Une situation qui se creuse depuis des décennies malgré une succession de plans d’actions

Depuis les années 1970, nous assistons à un déclin progressif de notre industrie et à une destruction importante d’emplois industriels, développant ainsi une certaine dépendance vis-à-vis de nos partenaires. De facto entre 1974 et 2019 nous avons assisté à la destruction de 2,5 millions d’emplois industriels (1). De plus, la part de l’industrie dans la valeur ajoutée a diminué de 12 points entre 1980 et 2019 suite à des délocalisations et des externalisations vers des pays à bas coût. Plus insidieusement, l’appareil productif échappe au contrôle des entrepreneurs français puisque, toujours selon L’INSEE, 36 % de l’emploi salarié industriel est sous contrôle étranger (2). Cela s’explique également par une priorisation sur le développement des services à l’instar des biens manufacturés.

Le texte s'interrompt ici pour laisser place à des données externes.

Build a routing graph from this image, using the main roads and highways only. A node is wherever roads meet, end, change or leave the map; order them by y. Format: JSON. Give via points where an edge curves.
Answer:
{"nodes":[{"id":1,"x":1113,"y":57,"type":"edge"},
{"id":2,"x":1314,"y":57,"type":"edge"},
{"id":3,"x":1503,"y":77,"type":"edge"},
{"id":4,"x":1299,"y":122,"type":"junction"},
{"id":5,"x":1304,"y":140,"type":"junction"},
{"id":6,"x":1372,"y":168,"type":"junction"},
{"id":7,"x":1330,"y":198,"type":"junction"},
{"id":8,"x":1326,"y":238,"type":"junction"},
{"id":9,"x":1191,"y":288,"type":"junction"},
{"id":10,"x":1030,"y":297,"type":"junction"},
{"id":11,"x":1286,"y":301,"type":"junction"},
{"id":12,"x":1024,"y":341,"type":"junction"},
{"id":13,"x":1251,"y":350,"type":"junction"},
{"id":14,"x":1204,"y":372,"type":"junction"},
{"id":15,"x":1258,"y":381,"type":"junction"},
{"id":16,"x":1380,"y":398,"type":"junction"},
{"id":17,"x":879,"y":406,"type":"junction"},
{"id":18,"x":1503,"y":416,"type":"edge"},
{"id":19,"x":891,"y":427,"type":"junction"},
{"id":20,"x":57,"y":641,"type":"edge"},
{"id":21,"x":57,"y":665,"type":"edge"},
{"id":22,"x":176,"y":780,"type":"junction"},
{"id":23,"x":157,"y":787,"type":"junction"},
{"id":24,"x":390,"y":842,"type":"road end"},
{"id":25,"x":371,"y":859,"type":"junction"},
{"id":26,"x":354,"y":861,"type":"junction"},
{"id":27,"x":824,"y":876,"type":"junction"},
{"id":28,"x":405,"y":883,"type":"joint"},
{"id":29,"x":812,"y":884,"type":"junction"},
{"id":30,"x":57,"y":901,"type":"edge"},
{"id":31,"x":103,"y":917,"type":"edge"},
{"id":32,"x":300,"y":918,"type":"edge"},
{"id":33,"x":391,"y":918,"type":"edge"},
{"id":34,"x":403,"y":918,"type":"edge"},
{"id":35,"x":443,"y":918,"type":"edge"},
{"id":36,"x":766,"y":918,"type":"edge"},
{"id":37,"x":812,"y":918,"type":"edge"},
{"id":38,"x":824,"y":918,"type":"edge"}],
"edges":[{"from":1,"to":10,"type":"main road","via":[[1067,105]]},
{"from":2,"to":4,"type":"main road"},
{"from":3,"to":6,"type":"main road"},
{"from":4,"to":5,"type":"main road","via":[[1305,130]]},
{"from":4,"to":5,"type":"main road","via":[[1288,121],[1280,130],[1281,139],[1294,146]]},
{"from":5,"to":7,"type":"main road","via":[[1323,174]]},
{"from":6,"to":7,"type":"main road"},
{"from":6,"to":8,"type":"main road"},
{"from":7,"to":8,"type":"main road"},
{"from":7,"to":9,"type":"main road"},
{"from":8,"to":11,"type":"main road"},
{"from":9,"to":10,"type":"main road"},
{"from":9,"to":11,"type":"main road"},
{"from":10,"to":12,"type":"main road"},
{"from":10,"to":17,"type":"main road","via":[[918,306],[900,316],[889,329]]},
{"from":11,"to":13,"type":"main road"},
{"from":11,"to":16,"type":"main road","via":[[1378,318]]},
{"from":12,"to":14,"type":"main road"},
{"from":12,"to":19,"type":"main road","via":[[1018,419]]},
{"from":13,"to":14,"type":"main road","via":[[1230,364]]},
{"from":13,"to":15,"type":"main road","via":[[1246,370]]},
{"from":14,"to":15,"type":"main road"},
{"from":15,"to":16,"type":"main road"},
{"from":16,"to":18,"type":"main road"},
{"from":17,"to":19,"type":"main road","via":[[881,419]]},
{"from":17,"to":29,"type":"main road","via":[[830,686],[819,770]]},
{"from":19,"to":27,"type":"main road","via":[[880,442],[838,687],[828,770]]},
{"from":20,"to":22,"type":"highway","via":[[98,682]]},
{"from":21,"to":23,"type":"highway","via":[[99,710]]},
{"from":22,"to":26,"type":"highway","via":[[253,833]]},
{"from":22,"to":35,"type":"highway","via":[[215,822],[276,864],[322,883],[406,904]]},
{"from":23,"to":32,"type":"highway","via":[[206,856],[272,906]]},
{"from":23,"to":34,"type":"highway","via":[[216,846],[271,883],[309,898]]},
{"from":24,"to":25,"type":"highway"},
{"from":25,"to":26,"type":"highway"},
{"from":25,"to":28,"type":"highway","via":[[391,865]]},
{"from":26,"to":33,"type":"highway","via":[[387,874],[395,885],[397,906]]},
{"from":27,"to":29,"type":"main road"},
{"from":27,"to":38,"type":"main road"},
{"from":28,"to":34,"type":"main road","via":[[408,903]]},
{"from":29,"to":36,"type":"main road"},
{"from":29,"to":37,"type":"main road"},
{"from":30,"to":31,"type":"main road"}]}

Les politiques économiques déployées pour redresser notre industrie depuis 2012 se sont multipliées. La création, en 2012, du ministère du redressement productif et la promotion du “Made in France” a voulu proposer une perspective nouvelle, notamment à travers ses 34 plans de reconquête industrielle (3) et les Objets de la Nouvelle France Industrielle (ONFI). Cela a permis une prise de conscience des entrepreneurs et des citoyens et un regain pour le made in France en faveur des territoires. Enfin, depuis 2017, ce sont majoritairement des politiques économiques dites “d’offre” qui ont été déployées (CICE, baisse de charges et d’impôts de production pour les entreprises, loi PACTE…) ainsi que la volonté de voir émerger des nouvelles licornes (notamment dans le numérique) avec la French Tech.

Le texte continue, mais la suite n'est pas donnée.